(Stored items)
┄┄┄┄┄┄┄┄┄┄┄┄┄┄┄┄┄┄┄┄
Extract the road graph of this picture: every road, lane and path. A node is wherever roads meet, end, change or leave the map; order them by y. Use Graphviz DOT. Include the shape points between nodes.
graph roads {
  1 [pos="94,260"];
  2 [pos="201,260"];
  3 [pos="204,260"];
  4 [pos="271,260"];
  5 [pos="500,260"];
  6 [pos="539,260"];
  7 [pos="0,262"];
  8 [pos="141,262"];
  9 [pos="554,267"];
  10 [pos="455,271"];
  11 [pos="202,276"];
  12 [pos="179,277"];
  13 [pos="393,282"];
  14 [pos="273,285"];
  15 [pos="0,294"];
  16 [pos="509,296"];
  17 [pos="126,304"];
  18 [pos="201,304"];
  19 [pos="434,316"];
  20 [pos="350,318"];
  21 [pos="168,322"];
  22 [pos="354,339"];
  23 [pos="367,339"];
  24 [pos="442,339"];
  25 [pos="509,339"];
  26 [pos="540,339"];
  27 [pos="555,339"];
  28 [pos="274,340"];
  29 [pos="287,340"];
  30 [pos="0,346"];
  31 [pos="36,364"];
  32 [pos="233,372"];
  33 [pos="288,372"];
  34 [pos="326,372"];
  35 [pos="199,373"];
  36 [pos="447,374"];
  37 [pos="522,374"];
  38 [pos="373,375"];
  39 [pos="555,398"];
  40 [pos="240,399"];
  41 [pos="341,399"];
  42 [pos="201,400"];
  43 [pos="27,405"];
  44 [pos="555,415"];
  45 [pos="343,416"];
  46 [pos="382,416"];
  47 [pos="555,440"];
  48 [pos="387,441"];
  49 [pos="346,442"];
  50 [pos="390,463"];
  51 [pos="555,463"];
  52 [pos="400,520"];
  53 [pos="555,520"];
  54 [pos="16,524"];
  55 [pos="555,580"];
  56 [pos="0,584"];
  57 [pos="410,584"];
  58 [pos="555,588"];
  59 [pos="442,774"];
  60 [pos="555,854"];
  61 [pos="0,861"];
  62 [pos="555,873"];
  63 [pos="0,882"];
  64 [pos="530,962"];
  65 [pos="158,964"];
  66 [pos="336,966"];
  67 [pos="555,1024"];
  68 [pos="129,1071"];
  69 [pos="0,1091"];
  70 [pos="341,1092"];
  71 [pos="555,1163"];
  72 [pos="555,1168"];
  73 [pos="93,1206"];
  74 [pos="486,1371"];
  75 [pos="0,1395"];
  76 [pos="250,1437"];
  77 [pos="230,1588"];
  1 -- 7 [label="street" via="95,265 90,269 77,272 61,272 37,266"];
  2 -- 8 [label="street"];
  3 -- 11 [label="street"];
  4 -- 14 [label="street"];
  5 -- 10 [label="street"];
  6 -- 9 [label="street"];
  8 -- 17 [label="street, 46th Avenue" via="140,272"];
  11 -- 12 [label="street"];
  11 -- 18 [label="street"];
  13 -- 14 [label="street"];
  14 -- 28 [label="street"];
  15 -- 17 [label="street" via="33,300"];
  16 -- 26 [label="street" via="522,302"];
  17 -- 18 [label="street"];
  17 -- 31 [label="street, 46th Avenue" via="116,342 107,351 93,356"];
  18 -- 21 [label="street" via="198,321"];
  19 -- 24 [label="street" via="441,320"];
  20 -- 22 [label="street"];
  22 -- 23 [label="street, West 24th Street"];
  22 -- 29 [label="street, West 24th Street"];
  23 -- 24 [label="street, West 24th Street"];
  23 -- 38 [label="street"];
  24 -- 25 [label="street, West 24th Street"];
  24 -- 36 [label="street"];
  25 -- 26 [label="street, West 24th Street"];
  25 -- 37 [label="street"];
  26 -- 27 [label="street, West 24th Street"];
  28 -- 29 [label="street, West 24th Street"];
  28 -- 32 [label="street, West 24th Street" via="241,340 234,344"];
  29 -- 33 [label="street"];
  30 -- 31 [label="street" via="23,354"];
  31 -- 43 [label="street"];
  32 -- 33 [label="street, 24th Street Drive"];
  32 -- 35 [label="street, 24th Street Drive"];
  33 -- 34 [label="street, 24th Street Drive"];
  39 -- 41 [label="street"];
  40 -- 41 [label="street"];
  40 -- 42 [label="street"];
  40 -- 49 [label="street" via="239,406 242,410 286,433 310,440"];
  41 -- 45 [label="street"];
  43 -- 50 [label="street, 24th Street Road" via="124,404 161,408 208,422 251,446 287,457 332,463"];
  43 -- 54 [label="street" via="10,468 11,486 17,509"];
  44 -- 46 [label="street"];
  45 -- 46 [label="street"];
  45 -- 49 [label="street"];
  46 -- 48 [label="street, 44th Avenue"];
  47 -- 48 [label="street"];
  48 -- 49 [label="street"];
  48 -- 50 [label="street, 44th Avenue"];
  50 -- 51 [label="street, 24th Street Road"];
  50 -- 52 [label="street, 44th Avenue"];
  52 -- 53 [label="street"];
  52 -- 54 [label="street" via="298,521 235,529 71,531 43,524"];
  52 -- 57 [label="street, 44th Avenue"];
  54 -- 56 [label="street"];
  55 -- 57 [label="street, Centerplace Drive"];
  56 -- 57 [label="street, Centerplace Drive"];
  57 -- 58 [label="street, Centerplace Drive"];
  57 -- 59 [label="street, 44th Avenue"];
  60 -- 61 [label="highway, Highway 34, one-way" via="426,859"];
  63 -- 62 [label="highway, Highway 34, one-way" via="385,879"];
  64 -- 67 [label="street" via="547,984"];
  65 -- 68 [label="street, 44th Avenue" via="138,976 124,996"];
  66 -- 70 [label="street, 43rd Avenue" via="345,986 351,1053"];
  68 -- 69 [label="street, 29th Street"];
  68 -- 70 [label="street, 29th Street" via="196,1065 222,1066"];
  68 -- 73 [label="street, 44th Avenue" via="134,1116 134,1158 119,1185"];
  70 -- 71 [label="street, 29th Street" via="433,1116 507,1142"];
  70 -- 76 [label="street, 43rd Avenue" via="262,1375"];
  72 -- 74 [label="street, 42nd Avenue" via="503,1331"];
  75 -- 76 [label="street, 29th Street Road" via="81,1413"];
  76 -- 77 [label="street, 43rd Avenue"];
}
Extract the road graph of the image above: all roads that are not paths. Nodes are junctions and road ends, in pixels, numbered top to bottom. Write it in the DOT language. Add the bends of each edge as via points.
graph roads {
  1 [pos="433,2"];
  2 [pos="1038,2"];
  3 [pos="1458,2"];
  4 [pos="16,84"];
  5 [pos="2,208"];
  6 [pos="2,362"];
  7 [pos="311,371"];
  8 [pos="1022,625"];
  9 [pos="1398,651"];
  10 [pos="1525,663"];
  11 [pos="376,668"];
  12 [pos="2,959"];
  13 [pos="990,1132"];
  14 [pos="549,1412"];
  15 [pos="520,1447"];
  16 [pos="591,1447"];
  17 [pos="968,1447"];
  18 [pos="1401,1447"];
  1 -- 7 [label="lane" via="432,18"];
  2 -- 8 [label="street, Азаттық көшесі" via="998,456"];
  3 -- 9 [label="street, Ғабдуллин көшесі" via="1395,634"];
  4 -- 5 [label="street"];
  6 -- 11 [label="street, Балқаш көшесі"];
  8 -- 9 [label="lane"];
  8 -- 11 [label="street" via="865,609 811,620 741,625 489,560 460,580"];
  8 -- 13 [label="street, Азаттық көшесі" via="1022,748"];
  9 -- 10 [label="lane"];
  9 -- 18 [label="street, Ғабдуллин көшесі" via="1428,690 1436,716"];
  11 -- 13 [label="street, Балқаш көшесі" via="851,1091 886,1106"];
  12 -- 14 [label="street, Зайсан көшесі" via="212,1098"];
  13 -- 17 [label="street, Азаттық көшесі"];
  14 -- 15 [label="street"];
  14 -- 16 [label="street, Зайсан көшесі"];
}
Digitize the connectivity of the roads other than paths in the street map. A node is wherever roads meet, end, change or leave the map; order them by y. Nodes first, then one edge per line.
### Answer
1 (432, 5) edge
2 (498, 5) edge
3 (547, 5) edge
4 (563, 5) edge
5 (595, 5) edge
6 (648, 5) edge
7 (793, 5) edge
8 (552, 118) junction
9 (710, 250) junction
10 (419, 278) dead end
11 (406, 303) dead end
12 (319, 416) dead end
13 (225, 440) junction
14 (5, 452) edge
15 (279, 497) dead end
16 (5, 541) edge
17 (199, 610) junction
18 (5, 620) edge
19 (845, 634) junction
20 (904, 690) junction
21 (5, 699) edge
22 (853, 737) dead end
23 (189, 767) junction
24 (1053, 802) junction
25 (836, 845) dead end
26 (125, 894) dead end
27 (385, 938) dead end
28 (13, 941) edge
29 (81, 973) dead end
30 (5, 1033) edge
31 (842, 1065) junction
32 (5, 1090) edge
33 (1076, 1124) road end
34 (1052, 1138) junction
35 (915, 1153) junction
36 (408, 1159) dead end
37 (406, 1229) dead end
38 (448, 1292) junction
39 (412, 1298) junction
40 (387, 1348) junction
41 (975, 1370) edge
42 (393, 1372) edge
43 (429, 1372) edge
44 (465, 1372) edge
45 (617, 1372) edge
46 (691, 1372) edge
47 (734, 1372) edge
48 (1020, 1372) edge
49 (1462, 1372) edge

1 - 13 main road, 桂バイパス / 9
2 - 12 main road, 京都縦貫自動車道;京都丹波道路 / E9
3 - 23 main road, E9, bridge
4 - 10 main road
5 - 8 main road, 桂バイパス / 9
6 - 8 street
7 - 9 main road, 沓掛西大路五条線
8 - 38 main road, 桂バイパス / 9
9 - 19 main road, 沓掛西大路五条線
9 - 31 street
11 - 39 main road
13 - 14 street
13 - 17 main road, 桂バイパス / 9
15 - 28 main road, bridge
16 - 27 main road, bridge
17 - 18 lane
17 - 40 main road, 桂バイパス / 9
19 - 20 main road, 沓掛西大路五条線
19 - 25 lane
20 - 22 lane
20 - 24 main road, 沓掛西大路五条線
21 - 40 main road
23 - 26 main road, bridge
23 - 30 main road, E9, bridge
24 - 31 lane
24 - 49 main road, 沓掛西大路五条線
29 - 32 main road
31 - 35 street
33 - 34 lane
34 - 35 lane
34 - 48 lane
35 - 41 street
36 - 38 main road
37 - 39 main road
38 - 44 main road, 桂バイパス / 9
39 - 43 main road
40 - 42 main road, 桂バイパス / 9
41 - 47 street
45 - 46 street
┄┄┄┄┄┄┄┄┄┄┄┄┄┄┄┄┄┄┄┄
Exercise brief
Pull from the data each line where the string "order" turns up.

Answer for this exercise
Extract the road graph of this picture: every road, lane and path. A node is wherever roads meet, end, change or leave the map; order them by y. Use Graphviz DOT. Include the shape points between nodes.
Digitize the connectivity of the roads other than paths in the street map. A node is wherever roads meet, end, change or leave the map; order them by y. Nodes first, then one edge per line.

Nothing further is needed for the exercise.